**PROVIDED ENTRIES**
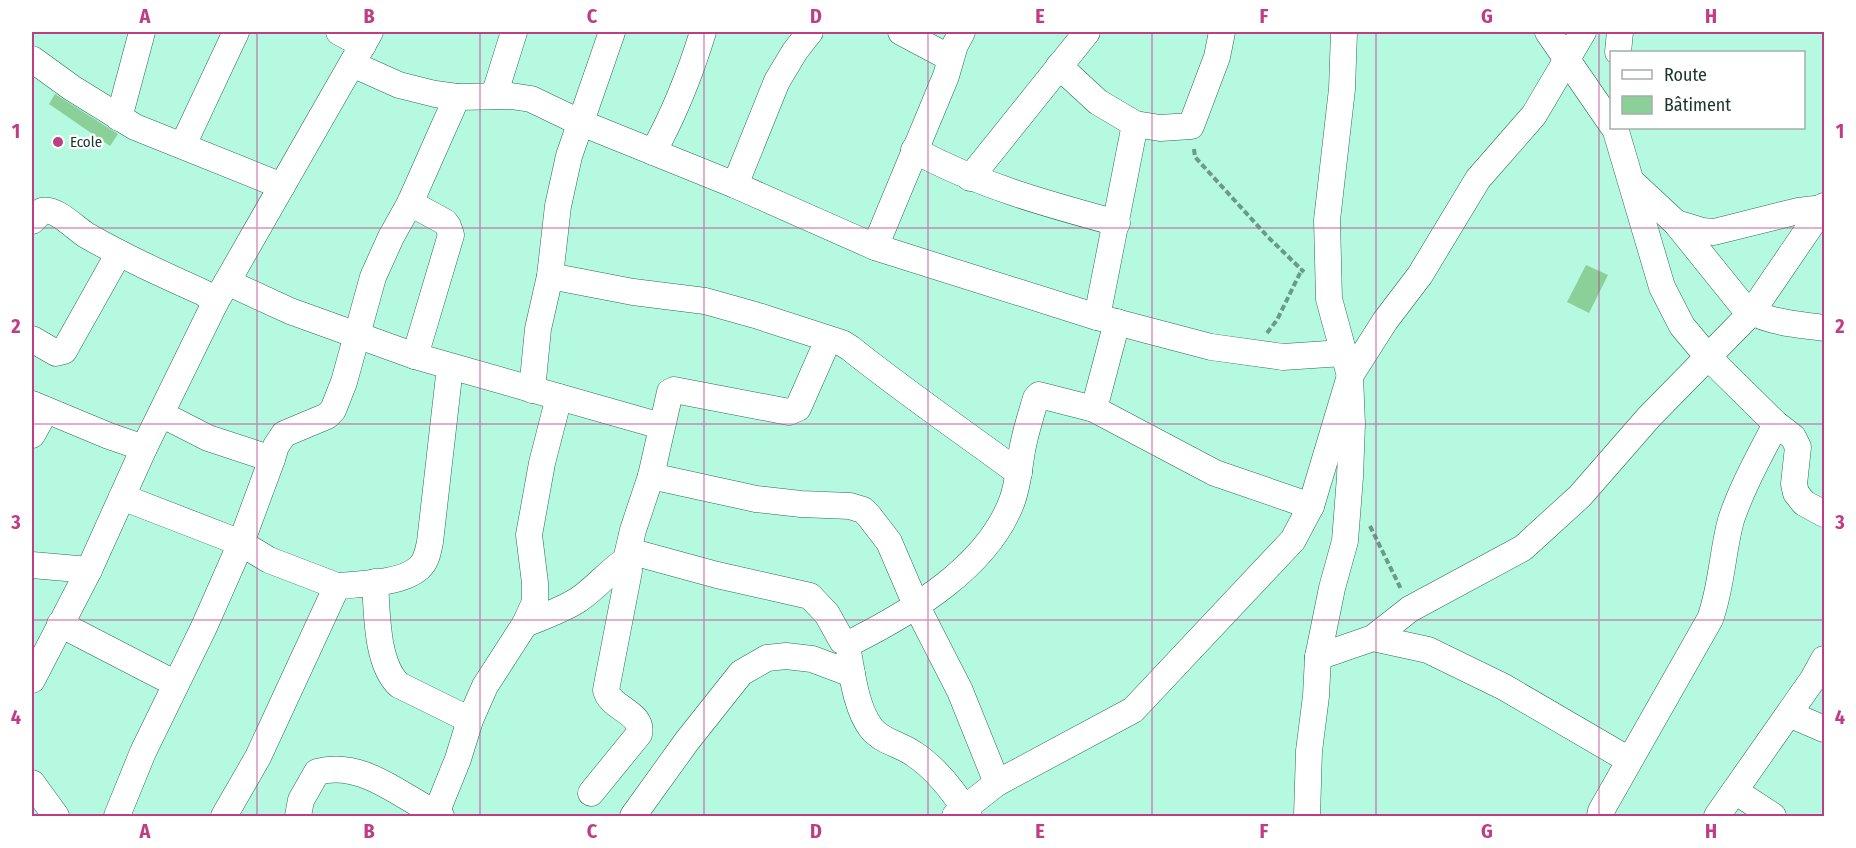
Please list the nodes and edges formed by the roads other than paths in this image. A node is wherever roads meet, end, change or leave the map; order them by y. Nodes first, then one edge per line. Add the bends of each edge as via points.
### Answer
1 (236, 32) edge
2 (339, 32) edge
3 (514, 32) edge
4 (612, 32) edge
5 (703, 32) edge
6 (810, 32) edge
7 (901, 32) edge
8 (962, 32) edge
9 (1087, 32) edge
10 (1222, 32) edge
11 (1344, 32) edge
12 (1548, 32) edge
13 (1583, 32) edge
14 (1620, 32) edge
15 (138, 34) edge
16 (362, 47) edge
17 (1618, 51) edge
18 (950, 58) junction
19 (32, 59) edge
20 (1566, 60) junction
21 (1059, 66) junction
22 (494, 96) junction
23 (458, 97) junction
24 (119, 118) junction
25 (1610, 121) edge
26 (579, 122) junction
27 (1135, 124) junction
28 (1615, 129) edge
29 (183, 145) junction
30 (914, 150) junction
31 (653, 152) junction
32 (970, 178) junction
33 (1631, 181) junction
34 (735, 185) junction
35 (282, 186) junction
36 (410, 203) junction
37 (1824, 207) edge
38 (32, 221) edge
39 (1117, 223) junction
40 (1676, 223) junction
41 (875, 247) junction
42 (119, 253) junction
43 (550, 276) junction
44 (221, 293) junction
45 (1751, 313) junction
46 (1107, 320) junction
47 (1824, 328) edge
48 (357, 336) junction
49 (32, 339) edge
50 (828, 340) junction
51 (415, 356) junction
52 (1708, 357) junction
53 (1346, 364) junction
54 (450, 367) junction
55 (532, 390) junction
56 (559, 397) junction
57 (39, 407) edge
58 (1094, 409) junction
59 (161, 414) junction
60 (1776, 424) junction
61 (661, 426) junction
62 (32, 435) edge
63 (144, 448) junction
64 (272, 459) junction
65 (1019, 473) junction
66 (651, 476) junction
67 (122, 497) junction
68 (1311, 506) junction
69 (1824, 514) edge
70 (241, 543) junction
71 (628, 555) junction
72 (32, 565) edge
73 (89, 570) junction
74 (375, 582) junction
75 (337, 586) junction
76 (916, 605) junction
77 (60, 624) junction
78 (525, 624) junction
79 (1373, 638) junction
80 (848, 643) junction
81 (1318, 657) junction
82 (1824, 659) edge
83 (852, 674) junction
84 (32, 680) edge
85 (176, 684) junction
86 (1789, 714) junction
87 (470, 720) junction
88 (1824, 729) edge
89 (1629, 760) junction
90 (32, 783) edge
91 (996, 783) junction
92 (1735, 791) junction
93 (591, 793) dead end
94 (963, 814) edge
95 (56, 816) edge
96 (117, 816) edge
97 (224, 816) edge
98 (298, 816) edge
99 (438, 816) edge
100 (633, 816) edge
101 (1307, 816) edge
102 (1600, 816) edge
103 (1717, 816) edge
104 (1773, 816) edge

1 - 29 street
2 - 16 street
3 - 22 street
4 - 26 street
5 - 31 street via 686,85
6 - 34 street via 777,81
7 - 18 street
8 - 18 street
9 - 21 street
10 - 27 street via 1217,57 1191,126 1160,128
11 - 53 street via 1342,89 1327,220 1329,299
12 - 20 street
13 - 20 street
14 - 17 street
15 - 24 street
16 - 23 street via 399,85
16 - 35 street
18 - 30 street
19 - 24 street
20 - 25 street
20 - 53 street via 1534,115 1478,178 1420,275
21 - 27 street via 1098,102
21 - 32 street
22 - 23 street
22 - 26 street via 531,99
23 - 36 street
24 - 29 street
26 - 31 street
26 - 43 street via 558,206
27 - 39 street
28 - 33 street
29 - 35 street
30 - 32 street
30 - 41 street
31 - 34 street
32 - 39 street
33 - 40 street
33 - 52 street via 1662,287 1682,326
34 - 41 street
35 - 44 street
36 - 48 street via 373,277
36 - 51 street via 444,222 451,235
37 - 40 street via 1714,232
37 - 45 street
38 - 42 street via 42,211 51,210
39 - 46 street
40 - 45 street
41 - 46 street
42 - 44 street via 204,293
42 - 49 street via 64,351 56,353
43 - 50 street via 705,301
43 - 55 street via 538,329
44 - 48 street via 290,311
44 - 59 street
45 - 47 street
45 - 52 street
46 - 53 street via 1211,347
46 - 58 street
48 - 51 street
48 - 64 street via 333,410 284,434
50 - 61 street via 796,410 789,412 672,390
50 - 65 street via 850,348
51 - 54 street
52 - 60 street
52 - 79 street via 1648,417 1580,496 1523,548 1410,609
53 - 68 street
53 - 81 street via 1352,424 1345,541
54 - 55 street
54 - 74 street via 427,557 419,568 406,575
55 - 56 street
56 - 61 street
56 - 78 street via 532,507 529,535 536,592
57 - 62 street
57 - 63 street
58 - 65 street via 1039,395 1022,448
58 - 68 street via 1215,473
59 - 63 street
59 - 64 street via 208,438
60 - 69 street via 1793,437 1798,447 1796,493 1804,503
60 - 89 street via 1732,518 1718,597 1710,619
61 - 66 street
63 - 67 street
64 - 70 street
65 - 76 street via 1013,500 989,543 949,582
66 - 71 street
66 - 76 street via 756,500 863,510 889,542
67 - 70 street
67 - 73 street
68 - 91 street via 1293,540 1133,710
70 - 75 street via 269,560
70 - 85 street
71 - 78 street via 578,600
71 - 80 street via 810,596 827,614 842,641
71 - 93 street via 606,690 608,698 638,721 639,734
72 - 73 street
73 - 77 street
74 - 75 street
74 - 87 street via 377,622 387,670 399,685
75 - 97 street via 258,757
76 - 80 street
76 - 91 street via 960,691
77 - 84 street
77 - 85 street
78 - 87 street via 485,686
79 - 81 street
79 - 89 street via 1428,650 1452,661
80 - 83 street
81 - 101 street
82 - 86 street
83 - 94 street via 865,719 872,729 928,764 941,777
83 - 100 street via 812,659 786,656 767,658 741,673
85 - 96 street
86 - 88 street
86 - 92 street
87 - 99 street
89 - 102 street
90 - 95 street
91 - 94 street
92 - 103 street
92 - 104 street
98 - 99 street via 301,800 316,772 334,769 384,783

**EXERCISE DESCRIPTION**
The job is to set down the whole listing exactly, excluding any images.

**SOLUTION BELOW**
Please list the nodes and edges formed by the roads other than paths in this image. A node is wherever roads meet, end, change or leave the map; order them by y. Nodes first, then one edge per line. Add the bends of each edge as via points.
### Answer
1 (236, 32) edge
2 (339, 32) edge
3 (514, 32) edge
4 (612, 32) edge
5 (703, 32) edge
6 (810, 32) edge
7 (901, 32) edge
8 (962, 32) edge
9 (1087, 32) edge
10 (1222, 32) edge
11 (1344, 32) edge
12 (1548, 32) edge
13 (1583, 32) edge
14 (1620, 32) edge
15 (138, 34) edge
16 (362, 47) edge
17 (1618, 51) edge
18 (950, 58) junction
19 (32, 59) edge
20 (1566, 60) junction
21 (1059, 66) junction
22 (494, 96) junction
23 (458, 97) junction
24 (119, 118) junction
25 (1610, 121) edge
26 (579, 122) junction
27 (1135, 124) junction
28 (1615, 129) edge
29 (183, 145) junction
30 (914, 150) junction
31 (653, 152) junction
32 (970, 178) junction
33 (1631, 181) junction
34 (735, 185) junction
35 (282, 186) junction
36 (410, 203) junction
37 (1824, 207) edge
38 (32, 221) edge
39 (1117, 223) junction
40 (1676, 223) junction
41 (875, 247) junction
42 (119, 253) junction
43 (550, 276) junction
44 (221, 293) junction
45 (1751, 313) junction
46 (1107, 320) junction
47 (1824, 328) edge
48 (357, 336) junction
49 (32, 339) edge
50 (828, 340) junction
51 (415, 356) junction
52 (1708, 357) junction
53 (1346, 364) junction
54 (450, 367) junction
55 (532, 390) junction
56 (559, 397) junction
57 (39, 407) edge
58 (1094, 409) junction
59 (161, 414) junction
60 (1776, 424) junction
61 (661, 426) junction
62 (32, 435) edge
63 (144, 448) junction
64 (272, 459) junction
65 (1019, 473) junction
66 (651, 476) junction
67 (122, 497) junction
68 (1311, 506) junction
69 (1824, 514) edge
70 (241, 543) junction
71 (628, 555) junction
72 (32, 565) edge
73 (89, 570) junction
74 (375, 582) junction
75 (337, 586) junction
76 (916, 605) junction
77 (60, 624) junction
78 (525, 624) junction
79 (1373, 638) junction
80 (848, 643) junction
81 (1318, 657) junction
82 (1824, 659) edge
83 (852, 674) junction
84 (32, 680) edge
85 (176, 684) junction
86 (1789, 714) junction
87 (470, 720) junction
88 (1824, 729) edge
89 (1629, 760) junction
90 (32, 783) edge
91 (996, 783) junction
92 (1735, 791) junction
93 (591, 793) dead end
94 (963, 814) edge
95 (56, 816) edge
96 (117, 816) edge
97 (224, 816) edge
98 (298, 816) edge
99 (438, 816) edge
100 (633, 816) edge
101 (1307, 816) edge
102 (1600, 816) edge
103 (1717, 816) edge
104 (1773, 816) edge

1 - 29 street
2 - 16 street
3 - 22 street
4 - 26 street
5 - 31 street via 686,85
6 - 34 street via 777,81
7 - 18 street
8 - 18 street
9 - 21 street
10 - 27 street via 1217,57 1191,126 1160,128
11 - 53 street via 1342,89 1327,220 1329,299
12 - 20 street
13 - 20 street
14 - 17 street
15 - 24 street
16 - 23 street via 399,85
16 - 35 street
18 - 30 street
19 - 24 street
20 - 25 street
20 - 53 street via 1534,115 1478,178 1420,275
21 - 27 street via 1098,102
21 - 32 street
22 - 23 street
22 - 26 street via 531,99
23 - 36 street
24 - 29 street
26 - 31 street
26 - 43 street via 558,206
27 - 39 street
28 - 33 street
29 - 35 street
30 - 32 street
30 - 41 street
31 - 34 street
32 - 39 street
33 - 40 street
33 - 52 street via 1662,287 1682,326
34 - 41 street
35 - 44 street
36 - 48 street via 373,277
36 - 51 street via 444,222 451,235
37 - 40 street via 1714,232
37 - 45 street
38 - 42 street via 42,211 51,210
39 - 46 street
40 - 45 street
41 - 46 street
42 - 44 street via 204,293
42 - 49 street via 64,351 56,353
43 - 50 street via 705,301
43 - 55 street via 538,329
44 - 48 street via 290,311
44 - 59 street
45 - 47 street
45 - 52 street
46 - 53 street via 1211,347
46 - 58 street
48 - 51 street
48 - 64 street via 333,410 284,434
50 - 61 street via 796,410 789,412 672,390
50 - 65 street via 850,348
51 - 54 street
52 - 60 street
52 - 79 street via 1648,417 1580,496 1523,548 1410,609
53 - 68 street
53 - 81 street via 1352,424 1345,541
54 - 55 street
54 - 74 street via 427,557 419,568 406,575
55 - 56 street
56 - 61 street
56 - 78 street via 532,507 529,535 536,592
57 - 62 street
57 - 63 street
58 - 65 street via 1039,395 1022,448
58 - 68 street via 1215,473
59 - 63 street
59 - 64 street via 208,438
60 - 69 street via 1793,437 1798,447 1796,493 1804,503
60 - 89 street via 1732,518 1718,597 1710,619
61 - 66 street
63 - 67 street
64 - 70 street
65 - 76 street via 1013,500 989,543 949,582
66 - 71 street
66 - 76 street via 756,500 863,510 889,542
67 - 70 street
67 - 73 street
68 - 91 street via 1293,540 1133,710
70 - 75 street via 269,560
70 - 85 street
71 - 78 street via 578,600
71 - 80 street via 810,596 827,614 842,641
71 - 93 street via 606,690 608,698 638,721 639,734
72 - 73 street
73 - 77 street
74 - 75 street
74 - 87 street via 377,622 387,670 399,685
75 - 97 street via 258,757
76 - 80 street
76 - 91 street via 960,691
77 - 84 street
77 - 85 street
78 - 87 street via 485,686
79 - 81 street
79 - 89 street via 1428,650 1452,661
80 - 83 street
81 - 101 street
82 - 86 street
83 - 94 street via 865,719 872,729 928,764 941,777
83 - 100 street via 812,659 786,656 767,658 741,673
85 - 96 street
86 - 88 street
86 - 92 street
87 - 99 street
89 - 102 street
90 - 95 street
91 - 94 street
92 - 103 street
92 - 104 street
98 - 99 street via 301,800 316,772 334,769 384,783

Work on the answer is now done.